Monkeyshow originated in the subversive power that we felt while overdubbing television commercials on videotape and evolved into more inventive deconstruction when we learned the first software editing tools in the later 1990’s. We reconstituted the pop culture that had socialized us as children, making the television show that we most wanted to see. The spirit of Monkeyshow belonged to the ironic sampling aesthetic of the early digital era that later found wide expression as mash-ups and supercuts on YouTube: a liberating, if somewhat narcissistic, release from a monolithic media culture mediated by television studios into small grass root subcultures producing and distributing their own content. YouTube, in this regard, fulfills at least one of Canyon Cinema's ideals from the late 1960’s: transforming media consumers into media producers of uniquely individualistic work.
Christian Marclay’s The Clock might be the first cut and past video cathedral. Bruce Conner and Alan Berliner had pioneered the found footage art film, but Marclay built at a monumental scale on their ideas,cataloguing every minute of the day as seen on clocks in existing movies. He hired a team of assistants to watch films with the sole intent of locating clocks and then for three years he edited a looping twenty-four-hour film that documents the duration of your watching it in real time; an arbitrary collage of cinematic history as a clock, the source material removed from its original continuity and meaning.
Our ambitions with the Monkeyshow were much humbler, more in the tradition of Joe Dante's The Movie Orgy; we simply created entertainment for a party. We developed a taste for Belgian beer and Single Malt Scotch and, for the first time in my life, I enjoyed cannabis. Although I had grown up in the cultural milieu of Richard Linklater’s Dazed and Confused, I had never been interested in weed.

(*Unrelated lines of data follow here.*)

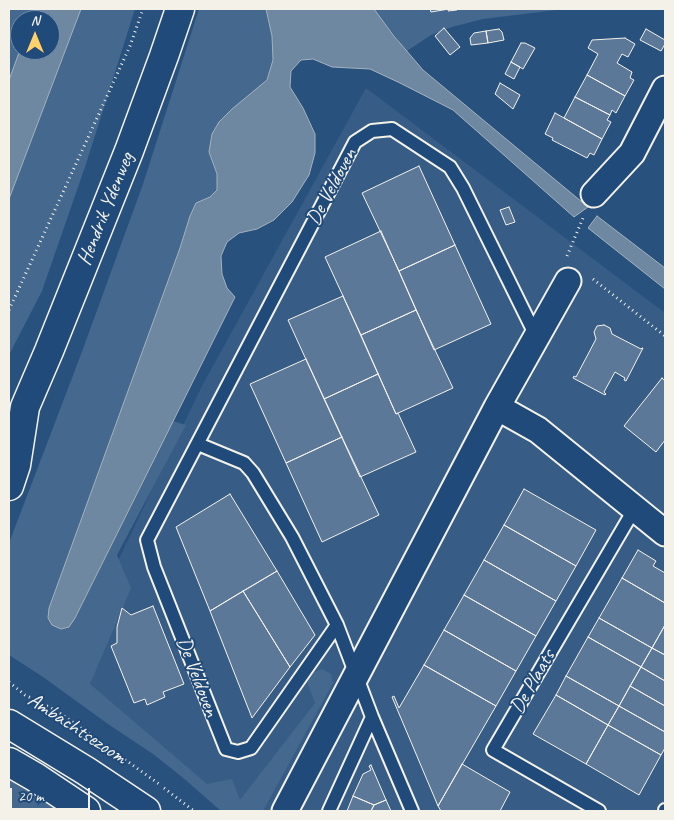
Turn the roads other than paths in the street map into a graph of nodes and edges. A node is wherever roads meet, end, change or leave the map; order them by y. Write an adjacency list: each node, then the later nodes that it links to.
1 (180, 9): 7 (main road, Hendrik Ydenweg)
2 (665, 89): 3 (street)
3 (594, 194)
4 (570, 271): 5 (street)
5 (536, 336): 6 (street); 8 (lane, De Veldoven)
6 (497, 407): 10 (street); 13 (street)
7 (17, 418): 9 (main road, Hendrik Ydenweg)
8 (198, 444): 12 (lane); 12 (lane, De Veldoven)
9 (9, 486)
10 (635, 508): 11 (street); 22 (lane, De Plaats)
11 (665, 533)
12 (337, 624): 13 (lane)
13 (357, 676): 14 (lane); 19 (street)
14 (372, 717): 20 (lane); 21 (lane)
15 (9, 724): 18 (main road, Ambachtsezoom)
16 (9, 762): 17 (main road)
17 (86, 811)
18 (146, 811)
19 (286, 811)
20 (329, 811)
21 (412, 811)
22 (599, 811)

None of the Monkeyshow members got high very often, once or twice a month perhaps, but the experience became essential to our anticipated quarterly gatherings. We took each other out to dinner on our birthdays as a prelude to competitively weird, thrift store gift-giving. On my thirty-sixth birthday, I received a bag of human hair with an eighty-nine-cent price tag still attached and a laminated wooden plaque of a unicorn-goat. After dinner we premiered a new Monkeyshow episode. Over the course of a few years we remade the 1970’s Poseidon Adventure, quasi-respectful treatments of T.S. Eliot’s “The Waste Land” and Bela Bartok’s “Fifth String Quartet” and paid tribute to Patrick McGoohan, eccentric creator and star of The Prisoner television series. Because we were the only audience for our work, and we knew that this target demographic would be high, we began to make content for that particular state of subjectivity.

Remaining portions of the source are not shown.